The task
Could you write out every entry exactly as it stands?

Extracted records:

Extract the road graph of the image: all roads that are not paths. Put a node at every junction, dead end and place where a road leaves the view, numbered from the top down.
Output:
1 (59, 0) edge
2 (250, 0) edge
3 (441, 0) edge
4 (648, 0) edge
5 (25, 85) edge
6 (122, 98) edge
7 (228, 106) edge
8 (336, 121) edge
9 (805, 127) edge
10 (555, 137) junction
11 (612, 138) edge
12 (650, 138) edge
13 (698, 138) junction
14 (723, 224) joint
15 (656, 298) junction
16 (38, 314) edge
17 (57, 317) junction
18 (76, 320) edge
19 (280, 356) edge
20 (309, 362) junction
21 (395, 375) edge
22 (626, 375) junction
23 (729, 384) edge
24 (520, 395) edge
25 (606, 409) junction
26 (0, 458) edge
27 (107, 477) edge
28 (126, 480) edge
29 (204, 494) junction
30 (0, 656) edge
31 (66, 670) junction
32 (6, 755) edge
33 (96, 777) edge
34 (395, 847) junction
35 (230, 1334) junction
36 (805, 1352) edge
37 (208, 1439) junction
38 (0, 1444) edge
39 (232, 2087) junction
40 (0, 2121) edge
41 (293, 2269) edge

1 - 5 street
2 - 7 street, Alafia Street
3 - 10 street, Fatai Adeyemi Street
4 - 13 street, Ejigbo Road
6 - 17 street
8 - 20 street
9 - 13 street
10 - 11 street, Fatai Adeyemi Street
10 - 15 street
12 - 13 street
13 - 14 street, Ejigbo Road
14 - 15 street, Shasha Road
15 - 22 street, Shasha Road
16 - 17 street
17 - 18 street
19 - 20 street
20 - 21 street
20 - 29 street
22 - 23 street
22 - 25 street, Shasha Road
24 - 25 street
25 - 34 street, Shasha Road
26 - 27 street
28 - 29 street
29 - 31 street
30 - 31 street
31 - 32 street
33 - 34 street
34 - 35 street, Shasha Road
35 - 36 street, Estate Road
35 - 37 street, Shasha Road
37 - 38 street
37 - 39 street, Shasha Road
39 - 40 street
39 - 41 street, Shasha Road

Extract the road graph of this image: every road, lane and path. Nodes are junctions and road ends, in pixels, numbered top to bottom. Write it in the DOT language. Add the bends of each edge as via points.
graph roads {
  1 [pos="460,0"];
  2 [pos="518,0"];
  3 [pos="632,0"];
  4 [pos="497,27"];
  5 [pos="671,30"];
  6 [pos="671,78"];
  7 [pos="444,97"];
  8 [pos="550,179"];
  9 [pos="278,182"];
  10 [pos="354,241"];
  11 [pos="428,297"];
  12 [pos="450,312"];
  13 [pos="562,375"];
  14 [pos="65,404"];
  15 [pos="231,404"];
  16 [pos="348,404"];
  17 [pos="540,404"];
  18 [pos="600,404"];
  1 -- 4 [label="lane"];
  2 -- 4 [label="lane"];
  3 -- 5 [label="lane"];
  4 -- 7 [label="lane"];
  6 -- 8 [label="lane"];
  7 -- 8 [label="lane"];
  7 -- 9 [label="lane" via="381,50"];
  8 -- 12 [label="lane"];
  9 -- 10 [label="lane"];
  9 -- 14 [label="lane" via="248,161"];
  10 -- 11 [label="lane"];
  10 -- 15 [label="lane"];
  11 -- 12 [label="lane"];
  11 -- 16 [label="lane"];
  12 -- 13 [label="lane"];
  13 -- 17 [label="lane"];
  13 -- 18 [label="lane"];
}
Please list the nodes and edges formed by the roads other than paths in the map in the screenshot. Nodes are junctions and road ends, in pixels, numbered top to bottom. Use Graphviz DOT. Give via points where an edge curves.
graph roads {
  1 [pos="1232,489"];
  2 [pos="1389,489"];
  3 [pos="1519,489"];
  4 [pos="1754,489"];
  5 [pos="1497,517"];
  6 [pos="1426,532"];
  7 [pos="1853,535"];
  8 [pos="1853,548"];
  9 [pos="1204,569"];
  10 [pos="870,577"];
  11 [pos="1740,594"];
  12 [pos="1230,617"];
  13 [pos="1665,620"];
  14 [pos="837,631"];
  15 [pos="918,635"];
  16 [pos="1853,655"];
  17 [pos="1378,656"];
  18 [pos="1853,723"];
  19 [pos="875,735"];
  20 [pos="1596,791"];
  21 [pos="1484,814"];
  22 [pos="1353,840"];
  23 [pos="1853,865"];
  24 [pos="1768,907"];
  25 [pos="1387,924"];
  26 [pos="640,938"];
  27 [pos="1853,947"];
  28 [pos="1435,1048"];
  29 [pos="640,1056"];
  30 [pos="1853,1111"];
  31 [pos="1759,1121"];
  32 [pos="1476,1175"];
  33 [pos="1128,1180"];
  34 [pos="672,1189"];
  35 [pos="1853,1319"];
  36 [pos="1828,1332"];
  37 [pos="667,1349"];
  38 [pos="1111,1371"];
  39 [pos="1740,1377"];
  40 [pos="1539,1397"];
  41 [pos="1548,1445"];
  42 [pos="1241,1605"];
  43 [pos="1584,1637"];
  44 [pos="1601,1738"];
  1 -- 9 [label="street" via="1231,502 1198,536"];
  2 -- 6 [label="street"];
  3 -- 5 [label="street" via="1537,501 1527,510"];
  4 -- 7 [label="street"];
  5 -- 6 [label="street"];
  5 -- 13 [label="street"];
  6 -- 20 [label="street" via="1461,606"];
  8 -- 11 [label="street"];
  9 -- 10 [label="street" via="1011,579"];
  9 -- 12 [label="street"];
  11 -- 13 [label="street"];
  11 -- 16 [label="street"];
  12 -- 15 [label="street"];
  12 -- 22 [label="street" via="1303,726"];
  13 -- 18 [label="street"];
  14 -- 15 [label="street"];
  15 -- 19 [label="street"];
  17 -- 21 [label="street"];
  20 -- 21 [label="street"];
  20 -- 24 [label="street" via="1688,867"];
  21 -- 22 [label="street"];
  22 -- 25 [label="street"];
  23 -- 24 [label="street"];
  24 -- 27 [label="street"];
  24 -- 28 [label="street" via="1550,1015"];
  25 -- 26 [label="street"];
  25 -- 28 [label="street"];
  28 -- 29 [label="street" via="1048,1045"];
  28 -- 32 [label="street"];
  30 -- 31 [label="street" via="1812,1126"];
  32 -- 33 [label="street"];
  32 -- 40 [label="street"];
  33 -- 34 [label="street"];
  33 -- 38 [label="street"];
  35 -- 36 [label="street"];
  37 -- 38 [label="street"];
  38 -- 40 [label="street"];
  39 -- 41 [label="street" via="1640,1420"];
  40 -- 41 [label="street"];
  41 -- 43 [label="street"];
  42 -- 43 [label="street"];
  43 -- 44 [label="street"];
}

Answer area
Extract the road graph of the image: all roads that are not paths. Put a node at every junction, dead end and place where a road leaves the view, numbered from the top down.
Output:
1 (59, 0) edge
2 (250, 0) edge
3 (441, 0) edge
4 (648, 0) edge
5 (25, 85) edge
6 (122, 98) edge
7 (228, 106) edge
8 (336, 121) edge
9 (805, 127) edge
10 (555, 137) junction
11 (612, 138) edge
12 (650, 138) edge
13 (698, 138) junction
14 (723, 224) joint
15 (656, 298) junction
16 (38, 314) edge
17 (57, 317) junction
18 (76, 320) edge
19 (280, 356) edge
20 (309, 362) junction
21 (395, 375) edge
22 (626, 375) junction
23 (729, 384) edge
24 (520, 395) edge
25 (606, 409) junction
26 (0, 458) edge
27 (107, 477) edge
28 (126, 480) edge
29 (204, 494) junction
30 (0, 656) edge
31 (66, 670) junction
32 (6, 755) edge
33 (96, 777) edge
34 (395, 847) junction
35 (230, 1334) junction
36 (805, 1352) edge
37 (208, 1439) junction
38 (0, 1444) edge
39 (232, 2087) junction
40 (0, 2121) edge
41 (293, 2269) edge

1 - 5 street
2 - 7 street, Alafia Street
3 - 10 street, Fatai Adeyemi Street
4 - 13 street, Ejigbo Road
6 - 17 street
8 - 20 street
9 - 13 street
10 - 11 street, Fatai Adeyemi Street
10 - 15 street
12 - 13 street
13 - 14 street, Ejigbo Road
14 - 15 street, Shasha Road
15 - 22 street, Shasha Road
16 - 17 street
17 - 18 street
19 - 20 street
20 - 21 street
20 - 29 street
22 - 23 street
22 - 25 street, Shasha Road
24 - 25 street
25 - 34 street, Shasha Road
26 - 27 street
28 - 29 street
29 - 31 street
30 - 31 street
31 - 32 street
33 - 34 street
34 - 35 street, Shasha Road
35 - 36 street, Estate Road
35 - 37 street, Shasha Road
37 - 38 street
37 - 39 street, Shasha Road
39 - 40 street
39 - 41 street, Shasha Road

Extract the road graph of this image: every road, lane and path. Nodes are junctions and road ends, in pixels, numbered top to bottom. Write it in the DOT language. Add the bends of each edge as via points.
graph roads {
  1 [pos="460,0"];
  2 [pos="518,0"];
  3 [pos="632,0"];
  4 [pos="497,27"];
  5 [pos="671,30"];
  6 [pos="671,78"];
  7 [pos="444,97"];
  8 [pos="550,179"];
  9 [pos="278,182"];
  10 [pos="354,241"];
  11 [pos="428,297"];
  12 [pos="450,312"];
  13 [pos="562,375"];
  14 [pos="65,404"];
  15 [pos="231,404"];
  16 [pos="348,404"];
  17 [pos="540,404"];
  18 [pos="600,404"];
  1 -- 4 [label="lane"];
  2 -- 4 [label="lane"];
  3 -- 5 [label="lane"];
  4 -- 7 [label="lane"];
  6 -- 8 [label="lane"];
  7 -- 8 [label="lane"];
  7 -- 9 [label="lane" via="381,50"];
  8 -- 12 [label="lane"];
  9 -- 10 [label="lane"];
  9 -- 14 [label="lane" via="248,161"];
  10 -- 11 [label="lane"];
  10 -- 15 [label="lane"];
  11 -- 12 [label="lane"];
  11 -- 16 [label="lane"];
  12 -- 13 [label="lane"];
  13 -- 17 [label="lane"];
  13 -- 18 [label="lane"];
}
Please list the nodes and edges formed by the roads other than paths in the map in the screenshot. Nodes are junctions and road ends, in pixels, numbered top to bottom. Use Graphviz DOT. Give via points where an edge curves.
graph roads {
  1 [pos="1232,489"];
  2 [pos="1389,489"];
  3 [pos="1519,489"];
  4 [pos="1754,489"];
  5 [pos="1497,517"];
  6 [pos="1426,532"];
  7 [pos="1853,535"];
  8 [pos="1853,548"];
  9 [pos="1204,569"];
  10 [pos="870,577"];
  11 [pos="1740,594"];
  12 [pos="1230,617"];
  13 [pos="1665,620"];
  14 [pos="837,631"];
  15 [pos="918,635"];
  16 [pos="1853,655"];
  17 [pos="1378,656"];
  18 [pos="1853,723"];
  19 [pos="875,735"];
  20 [pos="1596,791"];
  21 [pos="1484,814"];
  22 [pos="1353,840"];
  23 [pos="1853,865"];
  24 [pos="1768,907"];
  25 [pos="1387,924"];
  26 [pos="640,938"];
  27 [pos="1853,947"];
  28 [pos="1435,1048"];
  29 [pos="640,1056"];
  30 [pos="1853,1111"];
  31 [pos="1759,1121"];
  32 [pos="1476,1175"];
  33 [pos="1128,1180"];
  34 [pos="672,1189"];
  35 [pos="1853,1319"];
  36 [pos="1828,1332"];
  37 [pos="667,1349"];
  38 [pos="1111,1371"];
  39 [pos="1740,1377"];
  40 [pos="1539,1397"];
  41 [pos="1548,1445"];
  42 [pos="1241,1605"];
  43 [pos="1584,1637"];
  44 [pos="1601,1738"];
  1 -- 9 [label="street" via="1231,502 1198,536"];
  2 -- 6 [label="street"];
  3 -- 5 [label="street" via="1537,501 1527,510"];
  4 -- 7 [label="street"];
  5 -- 6 [label="street"];
  5 -- 13 [label="street"];
  6 -- 20 [label="street" via="1461,606"];
  8 -- 11 [label="street"];
  9 -- 10 [label="street" via="1011,579"];
  9 -- 12 [label="street"];
  11 -- 13 [label="street"];
  11 -- 16 [label="street"];
  12 -- 15 [label="street"];
  12 -- 22 [label="street" via="1303,726"];
  13 -- 18 [label="street"];
  14 -- 15 [label="street"];
  15 -- 19 [label="street"];
  17 -- 21 [label="street"];
  20 -- 21 [label="street"];
  20 -- 24 [label="street" via="1688,867"];
  21 -- 22 [label="street"];
  22 -- 25 [label="street"];
  23 -- 24 [label="street"];
  24 -- 27 [label="street"];
  24 -- 28 [label="street" via="1550,1015"];
  25 -- 26 [label="street"];
  25 -- 28 [label="street"];
  28 -- 29 [label="street" via="1048,1045"];
  28 -- 32 [label="street"];
  30 -- 31 [label="street" via="1812,1126"];
  32 -- 33 [label="street"];
  32 -- 40 [label="street"];
  33 -- 34 [label="street"];
  33 -- 38 [label="street"];
  35 -- 36 [label="street"];
  37 -- 38 [label="street"];
  38 -- 40 [label="street"];
  39 -- 41 [label="street" via="1640,1420"];
  40 -- 41 [label="street"];
  41 -- 43 [label="street"];
  42 -- 43 [label="street"];
  43 -- 44 [label="street"];
}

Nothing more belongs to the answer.